It was at this point that I raised my voice in disgust. In a tone that I meant business, I told the marshalls they should find ways to refill all water stations. Make sure there is water in all stations! Call the chief organizer himself if you have to. James told me it was the first time he saw me cursing. I told James the day after I never cursed that night, but my tone and expression communicated dismay and urgency. I feared for the runners behind me.

After some kms or minutes, another pick-up moving counterflow stopped to hand out water. I noticed Gen. Sam Tucay, founder of the race, beside the driver. I heaved a sigh of relief and admiration seeing the General handing out water and rectifying the situation. Still, I firmly told the General they had to refill the stations. In the vernacular, he admitted the situation and said they were doing their best to alleviate it. I felt for the general, seeing how a great race concept could deteriorate to a level like this.

Powered by Love

Amidst the deteriorating water condition I defiantly continued my run. I was slowing down but I was running. Running is my personal statement that the conditions provided was not simply not acceptable. Organizers have to learn that race water provision is mandatory part of the race contract. For a moment I ran on anger, but I know anger would only elevate my heart rate and make me fall victim of the terrible circumstances. I must not be consumed by anger. I will finish my marathon not feeding on anger, but powered by love. I recalled all the positive litte things I encountered on the route: the girl seated on a support van who called me Rico and handed me Choco-Mani. The cheers from moving van early part of the race as they headed back to Subic. Michelle in a van dutifully checking on Craig and Justin every few kilometers. A lone female voice shouting Rico from a vehicle on the opposite lane amid the eerie silence and darkness. Thank you Angels on the Road.

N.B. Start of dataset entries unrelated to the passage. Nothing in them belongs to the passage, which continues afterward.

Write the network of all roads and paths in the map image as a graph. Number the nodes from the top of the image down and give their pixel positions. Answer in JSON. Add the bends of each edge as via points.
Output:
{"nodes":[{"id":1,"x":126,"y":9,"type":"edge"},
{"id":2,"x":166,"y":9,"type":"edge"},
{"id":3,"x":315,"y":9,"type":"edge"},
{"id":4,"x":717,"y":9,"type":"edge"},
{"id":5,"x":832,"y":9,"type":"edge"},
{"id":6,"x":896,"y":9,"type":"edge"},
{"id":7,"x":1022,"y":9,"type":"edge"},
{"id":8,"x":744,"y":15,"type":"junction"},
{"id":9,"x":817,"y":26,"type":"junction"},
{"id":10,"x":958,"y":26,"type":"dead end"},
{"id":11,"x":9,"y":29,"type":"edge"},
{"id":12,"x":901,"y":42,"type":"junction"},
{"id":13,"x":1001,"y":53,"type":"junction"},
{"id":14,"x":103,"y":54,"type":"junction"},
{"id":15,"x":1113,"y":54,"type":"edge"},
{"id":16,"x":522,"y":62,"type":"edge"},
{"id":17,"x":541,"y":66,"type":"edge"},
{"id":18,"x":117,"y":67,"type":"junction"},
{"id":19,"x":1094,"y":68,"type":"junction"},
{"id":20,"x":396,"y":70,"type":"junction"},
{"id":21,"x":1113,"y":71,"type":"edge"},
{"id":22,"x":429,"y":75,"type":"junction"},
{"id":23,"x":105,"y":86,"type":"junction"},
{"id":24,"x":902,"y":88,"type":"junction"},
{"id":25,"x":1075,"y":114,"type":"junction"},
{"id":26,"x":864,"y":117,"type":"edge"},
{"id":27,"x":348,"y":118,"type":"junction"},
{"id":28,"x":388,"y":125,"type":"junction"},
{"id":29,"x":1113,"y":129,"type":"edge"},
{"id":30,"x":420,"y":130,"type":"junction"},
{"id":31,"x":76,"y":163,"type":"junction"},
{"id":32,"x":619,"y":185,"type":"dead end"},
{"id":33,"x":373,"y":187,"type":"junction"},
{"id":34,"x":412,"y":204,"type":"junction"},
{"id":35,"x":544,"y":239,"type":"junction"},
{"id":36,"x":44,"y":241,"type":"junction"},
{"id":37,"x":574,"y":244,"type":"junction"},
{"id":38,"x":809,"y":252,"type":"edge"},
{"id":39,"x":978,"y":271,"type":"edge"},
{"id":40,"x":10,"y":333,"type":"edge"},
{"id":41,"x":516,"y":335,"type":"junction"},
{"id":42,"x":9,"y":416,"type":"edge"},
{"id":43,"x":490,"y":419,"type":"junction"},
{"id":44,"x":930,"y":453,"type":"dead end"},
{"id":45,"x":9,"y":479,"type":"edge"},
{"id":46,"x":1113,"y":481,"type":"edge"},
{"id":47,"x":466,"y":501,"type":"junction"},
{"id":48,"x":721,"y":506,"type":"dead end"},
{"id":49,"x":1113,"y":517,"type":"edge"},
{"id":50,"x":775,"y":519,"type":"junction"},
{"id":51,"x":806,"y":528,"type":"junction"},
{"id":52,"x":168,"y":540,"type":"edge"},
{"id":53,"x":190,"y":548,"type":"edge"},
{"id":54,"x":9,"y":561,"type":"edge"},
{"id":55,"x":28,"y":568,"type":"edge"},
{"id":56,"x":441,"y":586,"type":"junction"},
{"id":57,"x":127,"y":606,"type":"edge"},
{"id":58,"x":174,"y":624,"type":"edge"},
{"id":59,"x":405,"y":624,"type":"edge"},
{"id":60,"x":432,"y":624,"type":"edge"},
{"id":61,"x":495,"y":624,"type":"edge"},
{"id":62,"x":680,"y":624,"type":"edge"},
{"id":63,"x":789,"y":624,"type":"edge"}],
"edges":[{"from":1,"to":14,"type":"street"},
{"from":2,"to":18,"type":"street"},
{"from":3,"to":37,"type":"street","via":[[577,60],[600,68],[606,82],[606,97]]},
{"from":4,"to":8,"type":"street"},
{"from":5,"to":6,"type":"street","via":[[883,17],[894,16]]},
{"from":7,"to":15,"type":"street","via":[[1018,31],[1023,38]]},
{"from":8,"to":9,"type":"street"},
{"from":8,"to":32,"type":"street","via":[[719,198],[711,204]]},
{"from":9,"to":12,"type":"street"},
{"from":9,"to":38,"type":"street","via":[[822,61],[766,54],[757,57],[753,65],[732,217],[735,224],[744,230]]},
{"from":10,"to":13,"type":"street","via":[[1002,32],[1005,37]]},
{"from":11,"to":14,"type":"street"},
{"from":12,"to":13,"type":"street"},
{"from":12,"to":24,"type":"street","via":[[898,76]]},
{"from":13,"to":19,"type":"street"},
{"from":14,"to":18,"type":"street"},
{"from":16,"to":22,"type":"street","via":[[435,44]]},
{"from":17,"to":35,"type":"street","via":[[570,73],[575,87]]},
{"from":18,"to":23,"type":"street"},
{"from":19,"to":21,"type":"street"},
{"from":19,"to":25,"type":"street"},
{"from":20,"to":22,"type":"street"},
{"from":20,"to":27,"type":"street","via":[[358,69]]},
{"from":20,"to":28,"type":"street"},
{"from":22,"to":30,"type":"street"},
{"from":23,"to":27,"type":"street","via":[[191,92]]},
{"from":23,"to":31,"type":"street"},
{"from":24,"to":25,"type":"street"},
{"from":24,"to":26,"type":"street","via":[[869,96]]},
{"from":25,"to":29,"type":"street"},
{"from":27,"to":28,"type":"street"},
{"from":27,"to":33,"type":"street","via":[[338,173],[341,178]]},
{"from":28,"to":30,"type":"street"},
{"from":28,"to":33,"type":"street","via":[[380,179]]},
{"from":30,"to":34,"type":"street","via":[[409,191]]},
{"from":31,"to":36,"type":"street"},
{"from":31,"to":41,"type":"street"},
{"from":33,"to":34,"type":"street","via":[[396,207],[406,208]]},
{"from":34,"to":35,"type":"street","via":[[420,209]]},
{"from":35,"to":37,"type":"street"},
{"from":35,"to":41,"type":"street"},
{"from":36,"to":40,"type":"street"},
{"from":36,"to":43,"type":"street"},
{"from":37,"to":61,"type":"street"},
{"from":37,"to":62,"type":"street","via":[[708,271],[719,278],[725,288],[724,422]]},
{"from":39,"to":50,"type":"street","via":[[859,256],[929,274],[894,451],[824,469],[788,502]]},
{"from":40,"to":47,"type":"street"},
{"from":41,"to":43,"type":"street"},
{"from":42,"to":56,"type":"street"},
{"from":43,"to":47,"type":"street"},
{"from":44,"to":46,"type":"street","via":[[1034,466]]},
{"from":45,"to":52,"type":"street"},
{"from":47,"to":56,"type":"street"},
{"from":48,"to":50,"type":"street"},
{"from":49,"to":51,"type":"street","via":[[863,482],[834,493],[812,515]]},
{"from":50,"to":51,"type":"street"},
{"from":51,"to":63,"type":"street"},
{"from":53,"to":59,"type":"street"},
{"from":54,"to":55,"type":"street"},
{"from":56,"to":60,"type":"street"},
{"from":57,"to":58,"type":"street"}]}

In the darkness ahead eventually I saw a red, blinking light. My heart jumped. Finally Craig was within sight again. If I could just run up to him, we could feed off on each other's energy. Like a moth seeking light I slowly moved closer to the blinker. Alas, it was not Craig. It was a male runner walking his way to the finish. He would meet another runner, with whom they both decided to share the burden of moving in the dark. I greeted them both "Good Evening" the way I greeted everyone I passed over. In my mind I thanked the man with the blinker for unknowingly inspiring me to press on in search of Craig.

Finding Craig

At km28 I found Craig. Actually, it was the Logan van I spotted first, parked beside an ambulance. I knew the ambulance was attending to someone but I didn't know who it was. Michelle's frantic voice from a distance gave me the answer I didn't expect. At the side of the road admist people Craig was seated and slumped over, semi-conscious, but weak and pale. He would later tell me that he was having a good run when he suddenly felt nauseous and vomitted. He knew something was wrong so he flogged down a support car and asked for help. The ambulance was quick to the rescue.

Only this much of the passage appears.